This patch adds vfio_add_group_dev() calling in probe() to make
vfio-mdev-pci work well with non-singleton iommu group. User could
bind devices from a non-singleton iommu group to either vfio-pci
driver or this sample driver. Existing passthru policy works well
for this non-singleton group.

This is actually a policy choice. A device driver can make this call
if it wants to be vfio viable. And it needs to provide dummy
vfio_device_ops which is required by vfio framework. To prevent user
from opening the device from the iommu backed group fd, the open
callback of the dummy vfio_device_ops should return -ENODEV to fail
the VFIO_GET_DEVICE_FD request from userspace.
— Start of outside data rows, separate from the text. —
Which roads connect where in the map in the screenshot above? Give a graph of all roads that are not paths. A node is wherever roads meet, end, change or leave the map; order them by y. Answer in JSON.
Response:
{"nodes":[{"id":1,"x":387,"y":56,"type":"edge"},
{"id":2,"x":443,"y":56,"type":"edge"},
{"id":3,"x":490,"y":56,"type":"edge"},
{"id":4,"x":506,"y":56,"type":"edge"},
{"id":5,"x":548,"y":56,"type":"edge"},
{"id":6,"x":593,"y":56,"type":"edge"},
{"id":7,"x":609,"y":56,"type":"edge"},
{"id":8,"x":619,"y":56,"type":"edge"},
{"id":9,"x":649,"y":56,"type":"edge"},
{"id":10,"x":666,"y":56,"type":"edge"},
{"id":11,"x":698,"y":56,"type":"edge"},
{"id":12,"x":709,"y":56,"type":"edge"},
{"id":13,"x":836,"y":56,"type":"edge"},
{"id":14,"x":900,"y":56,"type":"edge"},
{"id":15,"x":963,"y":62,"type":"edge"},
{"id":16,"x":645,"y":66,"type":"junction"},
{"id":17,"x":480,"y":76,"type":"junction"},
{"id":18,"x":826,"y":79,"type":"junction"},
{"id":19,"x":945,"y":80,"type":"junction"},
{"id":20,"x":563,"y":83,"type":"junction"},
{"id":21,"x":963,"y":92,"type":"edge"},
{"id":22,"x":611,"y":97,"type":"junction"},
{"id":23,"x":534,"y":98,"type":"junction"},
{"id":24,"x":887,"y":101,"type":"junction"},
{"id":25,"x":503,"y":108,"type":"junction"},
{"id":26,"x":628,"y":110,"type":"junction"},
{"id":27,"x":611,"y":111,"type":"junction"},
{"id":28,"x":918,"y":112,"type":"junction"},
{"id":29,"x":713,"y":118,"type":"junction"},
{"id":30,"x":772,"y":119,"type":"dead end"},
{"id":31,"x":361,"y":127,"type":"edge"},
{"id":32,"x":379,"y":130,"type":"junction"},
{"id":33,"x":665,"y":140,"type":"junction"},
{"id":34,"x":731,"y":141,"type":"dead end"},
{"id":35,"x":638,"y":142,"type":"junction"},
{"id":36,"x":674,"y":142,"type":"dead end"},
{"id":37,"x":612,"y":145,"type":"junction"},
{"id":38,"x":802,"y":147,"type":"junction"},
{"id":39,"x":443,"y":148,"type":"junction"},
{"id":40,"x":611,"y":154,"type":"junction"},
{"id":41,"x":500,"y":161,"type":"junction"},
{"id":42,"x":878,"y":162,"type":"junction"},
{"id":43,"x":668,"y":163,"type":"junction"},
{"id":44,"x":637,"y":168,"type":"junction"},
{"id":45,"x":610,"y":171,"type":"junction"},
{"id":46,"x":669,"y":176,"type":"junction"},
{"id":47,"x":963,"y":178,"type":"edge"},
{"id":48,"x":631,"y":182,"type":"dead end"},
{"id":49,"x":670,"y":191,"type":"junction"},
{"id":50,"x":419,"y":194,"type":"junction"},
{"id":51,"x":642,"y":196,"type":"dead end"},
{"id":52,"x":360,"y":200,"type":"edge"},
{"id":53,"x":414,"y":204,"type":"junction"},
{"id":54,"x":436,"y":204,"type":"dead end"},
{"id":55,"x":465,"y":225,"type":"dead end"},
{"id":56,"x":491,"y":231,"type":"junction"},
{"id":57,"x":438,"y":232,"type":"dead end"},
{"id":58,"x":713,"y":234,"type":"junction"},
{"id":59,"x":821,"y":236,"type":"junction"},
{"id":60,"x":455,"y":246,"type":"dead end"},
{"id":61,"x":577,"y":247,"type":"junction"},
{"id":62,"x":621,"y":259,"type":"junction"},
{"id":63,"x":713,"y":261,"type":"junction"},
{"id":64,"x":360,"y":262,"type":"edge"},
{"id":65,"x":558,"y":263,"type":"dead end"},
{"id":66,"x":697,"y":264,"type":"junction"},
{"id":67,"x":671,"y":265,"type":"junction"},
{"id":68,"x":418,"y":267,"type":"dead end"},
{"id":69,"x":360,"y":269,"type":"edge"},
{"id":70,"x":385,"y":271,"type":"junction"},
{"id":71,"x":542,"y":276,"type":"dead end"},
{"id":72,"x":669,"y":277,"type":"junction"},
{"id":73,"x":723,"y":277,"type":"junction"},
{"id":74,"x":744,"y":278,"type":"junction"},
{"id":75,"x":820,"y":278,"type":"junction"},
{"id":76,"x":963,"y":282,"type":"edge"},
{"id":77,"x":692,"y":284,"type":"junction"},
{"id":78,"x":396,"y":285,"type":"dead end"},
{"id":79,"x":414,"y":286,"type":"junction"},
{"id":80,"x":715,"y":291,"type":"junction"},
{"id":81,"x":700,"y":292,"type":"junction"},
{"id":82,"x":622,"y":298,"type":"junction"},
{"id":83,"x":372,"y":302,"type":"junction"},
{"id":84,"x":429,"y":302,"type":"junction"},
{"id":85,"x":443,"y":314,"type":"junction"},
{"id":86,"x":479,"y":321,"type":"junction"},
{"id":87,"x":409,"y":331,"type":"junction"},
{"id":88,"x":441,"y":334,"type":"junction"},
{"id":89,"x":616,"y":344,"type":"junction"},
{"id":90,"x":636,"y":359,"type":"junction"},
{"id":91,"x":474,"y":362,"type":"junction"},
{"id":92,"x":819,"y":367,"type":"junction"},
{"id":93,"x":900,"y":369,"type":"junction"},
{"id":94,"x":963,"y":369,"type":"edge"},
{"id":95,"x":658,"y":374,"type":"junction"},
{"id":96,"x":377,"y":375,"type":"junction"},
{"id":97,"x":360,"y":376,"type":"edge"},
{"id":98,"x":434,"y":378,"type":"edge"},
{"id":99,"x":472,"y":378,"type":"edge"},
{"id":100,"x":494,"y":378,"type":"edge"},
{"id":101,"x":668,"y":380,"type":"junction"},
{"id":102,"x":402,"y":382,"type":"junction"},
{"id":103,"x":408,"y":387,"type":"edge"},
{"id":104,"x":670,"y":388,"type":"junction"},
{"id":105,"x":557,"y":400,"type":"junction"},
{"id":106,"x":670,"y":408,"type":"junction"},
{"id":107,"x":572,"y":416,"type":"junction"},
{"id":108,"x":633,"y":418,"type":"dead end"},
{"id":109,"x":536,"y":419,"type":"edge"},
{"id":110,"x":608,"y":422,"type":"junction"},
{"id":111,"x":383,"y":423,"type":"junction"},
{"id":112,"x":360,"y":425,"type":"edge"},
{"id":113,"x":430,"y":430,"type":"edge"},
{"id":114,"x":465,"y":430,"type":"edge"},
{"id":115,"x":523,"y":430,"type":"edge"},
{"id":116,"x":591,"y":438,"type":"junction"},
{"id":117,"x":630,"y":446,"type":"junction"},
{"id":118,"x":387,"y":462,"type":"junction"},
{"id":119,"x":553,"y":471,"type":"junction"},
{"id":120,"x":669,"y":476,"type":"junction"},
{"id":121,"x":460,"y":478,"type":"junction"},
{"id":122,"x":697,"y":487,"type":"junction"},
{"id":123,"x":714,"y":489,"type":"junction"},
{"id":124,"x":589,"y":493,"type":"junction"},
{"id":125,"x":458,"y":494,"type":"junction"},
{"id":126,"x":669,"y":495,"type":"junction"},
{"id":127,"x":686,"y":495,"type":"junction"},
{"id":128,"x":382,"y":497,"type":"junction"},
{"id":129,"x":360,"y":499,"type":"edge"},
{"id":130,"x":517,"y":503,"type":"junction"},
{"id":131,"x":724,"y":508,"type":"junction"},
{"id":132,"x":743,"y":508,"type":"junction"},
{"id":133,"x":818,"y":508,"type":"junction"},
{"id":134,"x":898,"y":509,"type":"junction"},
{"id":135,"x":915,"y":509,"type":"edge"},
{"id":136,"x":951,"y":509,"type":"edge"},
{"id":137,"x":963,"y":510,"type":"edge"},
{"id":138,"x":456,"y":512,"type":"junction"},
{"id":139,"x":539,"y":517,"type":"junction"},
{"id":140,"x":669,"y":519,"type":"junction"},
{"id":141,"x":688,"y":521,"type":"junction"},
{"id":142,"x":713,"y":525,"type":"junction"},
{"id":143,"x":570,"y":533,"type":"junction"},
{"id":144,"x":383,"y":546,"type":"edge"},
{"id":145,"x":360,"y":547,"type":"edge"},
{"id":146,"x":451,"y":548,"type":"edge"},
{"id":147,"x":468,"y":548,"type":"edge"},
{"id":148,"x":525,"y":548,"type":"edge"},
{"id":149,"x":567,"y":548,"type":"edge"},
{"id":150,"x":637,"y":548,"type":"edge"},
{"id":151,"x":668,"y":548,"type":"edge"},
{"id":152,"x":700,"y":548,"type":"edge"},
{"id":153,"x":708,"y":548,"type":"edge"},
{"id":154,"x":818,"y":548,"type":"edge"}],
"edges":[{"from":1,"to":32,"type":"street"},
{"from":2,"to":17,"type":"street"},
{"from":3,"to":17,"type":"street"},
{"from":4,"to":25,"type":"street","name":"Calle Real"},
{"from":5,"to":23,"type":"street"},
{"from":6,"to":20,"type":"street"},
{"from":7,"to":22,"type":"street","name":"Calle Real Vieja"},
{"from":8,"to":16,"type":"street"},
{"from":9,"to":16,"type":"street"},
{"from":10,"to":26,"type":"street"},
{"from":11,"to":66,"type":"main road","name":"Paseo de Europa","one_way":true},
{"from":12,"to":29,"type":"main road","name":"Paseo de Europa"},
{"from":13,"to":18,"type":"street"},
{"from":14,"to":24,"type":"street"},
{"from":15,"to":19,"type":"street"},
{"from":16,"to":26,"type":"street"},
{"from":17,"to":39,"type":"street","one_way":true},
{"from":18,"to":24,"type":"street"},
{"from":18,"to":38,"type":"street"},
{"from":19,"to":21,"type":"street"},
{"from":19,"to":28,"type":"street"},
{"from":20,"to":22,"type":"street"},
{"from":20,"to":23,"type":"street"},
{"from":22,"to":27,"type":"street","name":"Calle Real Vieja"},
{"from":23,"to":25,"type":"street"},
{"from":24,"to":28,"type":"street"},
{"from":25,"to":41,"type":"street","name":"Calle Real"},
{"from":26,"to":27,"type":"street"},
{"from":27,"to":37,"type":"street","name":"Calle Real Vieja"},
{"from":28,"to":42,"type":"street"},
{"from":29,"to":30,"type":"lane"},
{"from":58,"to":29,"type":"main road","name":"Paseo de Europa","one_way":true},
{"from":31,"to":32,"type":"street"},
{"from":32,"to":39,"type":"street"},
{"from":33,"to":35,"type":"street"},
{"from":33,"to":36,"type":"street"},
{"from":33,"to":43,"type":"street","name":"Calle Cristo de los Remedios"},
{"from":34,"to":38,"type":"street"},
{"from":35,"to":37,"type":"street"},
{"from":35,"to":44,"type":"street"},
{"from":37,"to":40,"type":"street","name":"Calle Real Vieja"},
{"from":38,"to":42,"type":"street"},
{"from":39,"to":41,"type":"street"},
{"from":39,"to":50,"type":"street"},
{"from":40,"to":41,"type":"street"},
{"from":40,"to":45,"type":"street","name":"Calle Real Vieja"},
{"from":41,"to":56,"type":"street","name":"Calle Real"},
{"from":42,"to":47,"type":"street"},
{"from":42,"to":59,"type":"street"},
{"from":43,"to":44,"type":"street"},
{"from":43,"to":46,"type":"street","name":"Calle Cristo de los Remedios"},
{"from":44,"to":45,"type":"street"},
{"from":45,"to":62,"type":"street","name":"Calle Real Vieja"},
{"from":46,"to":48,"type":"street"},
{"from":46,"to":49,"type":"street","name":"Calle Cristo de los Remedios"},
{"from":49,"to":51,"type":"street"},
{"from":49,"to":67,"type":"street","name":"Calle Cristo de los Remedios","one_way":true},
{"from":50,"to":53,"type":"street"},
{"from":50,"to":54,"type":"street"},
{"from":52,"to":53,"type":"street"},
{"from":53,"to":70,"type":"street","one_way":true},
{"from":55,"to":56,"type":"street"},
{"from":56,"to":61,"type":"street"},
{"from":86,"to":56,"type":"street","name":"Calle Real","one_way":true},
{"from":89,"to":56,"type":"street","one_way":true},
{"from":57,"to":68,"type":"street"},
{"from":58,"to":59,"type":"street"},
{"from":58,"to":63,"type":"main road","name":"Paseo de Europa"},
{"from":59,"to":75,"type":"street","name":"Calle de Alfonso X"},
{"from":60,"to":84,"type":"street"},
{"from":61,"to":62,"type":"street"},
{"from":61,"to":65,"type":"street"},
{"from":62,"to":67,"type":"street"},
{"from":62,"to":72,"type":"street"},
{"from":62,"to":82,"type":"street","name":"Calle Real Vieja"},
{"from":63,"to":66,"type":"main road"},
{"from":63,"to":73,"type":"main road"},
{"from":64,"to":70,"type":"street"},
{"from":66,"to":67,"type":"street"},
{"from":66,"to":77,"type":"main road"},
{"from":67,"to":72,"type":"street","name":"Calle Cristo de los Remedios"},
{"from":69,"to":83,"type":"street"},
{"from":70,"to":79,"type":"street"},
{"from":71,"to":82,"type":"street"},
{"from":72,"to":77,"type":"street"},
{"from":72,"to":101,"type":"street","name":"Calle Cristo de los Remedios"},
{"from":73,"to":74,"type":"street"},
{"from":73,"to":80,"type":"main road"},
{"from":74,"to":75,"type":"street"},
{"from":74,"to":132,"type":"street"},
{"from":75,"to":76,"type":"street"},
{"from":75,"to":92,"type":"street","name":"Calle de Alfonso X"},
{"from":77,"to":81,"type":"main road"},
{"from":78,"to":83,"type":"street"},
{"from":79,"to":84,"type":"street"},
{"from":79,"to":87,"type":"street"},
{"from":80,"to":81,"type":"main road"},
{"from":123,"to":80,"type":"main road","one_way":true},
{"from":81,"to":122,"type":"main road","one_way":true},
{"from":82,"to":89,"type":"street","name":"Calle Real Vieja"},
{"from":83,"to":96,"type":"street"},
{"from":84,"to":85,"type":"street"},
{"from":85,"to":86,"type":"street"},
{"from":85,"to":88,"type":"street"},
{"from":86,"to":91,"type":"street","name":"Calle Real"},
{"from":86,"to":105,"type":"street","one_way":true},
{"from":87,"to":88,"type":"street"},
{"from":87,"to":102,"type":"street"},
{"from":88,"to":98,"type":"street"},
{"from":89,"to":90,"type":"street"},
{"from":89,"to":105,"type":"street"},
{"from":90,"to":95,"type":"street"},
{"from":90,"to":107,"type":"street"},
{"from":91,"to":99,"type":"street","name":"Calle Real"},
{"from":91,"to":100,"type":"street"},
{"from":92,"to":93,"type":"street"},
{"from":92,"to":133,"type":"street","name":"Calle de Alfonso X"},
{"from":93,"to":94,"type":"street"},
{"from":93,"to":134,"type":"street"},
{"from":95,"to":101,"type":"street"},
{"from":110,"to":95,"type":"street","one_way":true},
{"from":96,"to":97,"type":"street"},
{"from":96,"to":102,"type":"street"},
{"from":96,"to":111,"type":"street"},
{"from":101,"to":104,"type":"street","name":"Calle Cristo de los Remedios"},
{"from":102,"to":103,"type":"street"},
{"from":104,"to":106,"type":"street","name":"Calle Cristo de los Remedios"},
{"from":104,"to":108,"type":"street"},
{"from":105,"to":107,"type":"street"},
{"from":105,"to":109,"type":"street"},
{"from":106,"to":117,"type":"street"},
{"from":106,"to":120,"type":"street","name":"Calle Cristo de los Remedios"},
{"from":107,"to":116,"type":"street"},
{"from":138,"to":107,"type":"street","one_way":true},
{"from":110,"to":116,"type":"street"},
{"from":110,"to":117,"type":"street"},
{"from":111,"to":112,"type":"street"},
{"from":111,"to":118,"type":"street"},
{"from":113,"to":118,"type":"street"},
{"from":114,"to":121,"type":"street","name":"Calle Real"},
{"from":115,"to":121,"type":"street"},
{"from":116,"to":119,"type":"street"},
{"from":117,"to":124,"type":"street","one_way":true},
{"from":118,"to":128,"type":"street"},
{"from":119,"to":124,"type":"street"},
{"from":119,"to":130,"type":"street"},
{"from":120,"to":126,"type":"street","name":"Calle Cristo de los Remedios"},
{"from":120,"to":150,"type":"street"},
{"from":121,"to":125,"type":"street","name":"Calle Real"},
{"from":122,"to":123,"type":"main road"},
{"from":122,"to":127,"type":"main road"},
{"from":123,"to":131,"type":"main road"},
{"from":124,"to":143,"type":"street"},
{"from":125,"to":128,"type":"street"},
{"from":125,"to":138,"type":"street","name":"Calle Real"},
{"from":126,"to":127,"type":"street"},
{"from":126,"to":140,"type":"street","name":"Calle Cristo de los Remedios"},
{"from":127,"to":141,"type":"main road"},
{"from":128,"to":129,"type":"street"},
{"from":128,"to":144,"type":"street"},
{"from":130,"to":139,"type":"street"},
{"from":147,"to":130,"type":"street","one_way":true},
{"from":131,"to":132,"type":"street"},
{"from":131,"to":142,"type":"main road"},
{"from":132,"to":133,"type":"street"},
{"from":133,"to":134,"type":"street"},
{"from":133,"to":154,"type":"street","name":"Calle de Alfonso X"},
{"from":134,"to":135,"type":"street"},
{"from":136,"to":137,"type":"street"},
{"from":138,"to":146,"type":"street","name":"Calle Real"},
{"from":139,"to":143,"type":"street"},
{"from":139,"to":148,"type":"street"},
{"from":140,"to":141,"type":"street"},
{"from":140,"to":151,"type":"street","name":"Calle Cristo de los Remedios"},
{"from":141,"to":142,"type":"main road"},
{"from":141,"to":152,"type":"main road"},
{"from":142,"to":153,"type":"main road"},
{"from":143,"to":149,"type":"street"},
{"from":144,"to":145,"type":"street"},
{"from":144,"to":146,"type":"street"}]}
Cc: Kevin Tian <kevin.tian@intel.com>
Cc: Lu Baolu <baolu.lu@linux.intel.com>
Signed-off-by: Liu Yi L <yi.l.liu@intel.com>
---
 drivers/vfio/pci/vfio_mdev_pci.c | 91 ++++++++++++++++++++++++++++++++++++----
 1 file changed, 82 insertions(+), 9 deletions(-)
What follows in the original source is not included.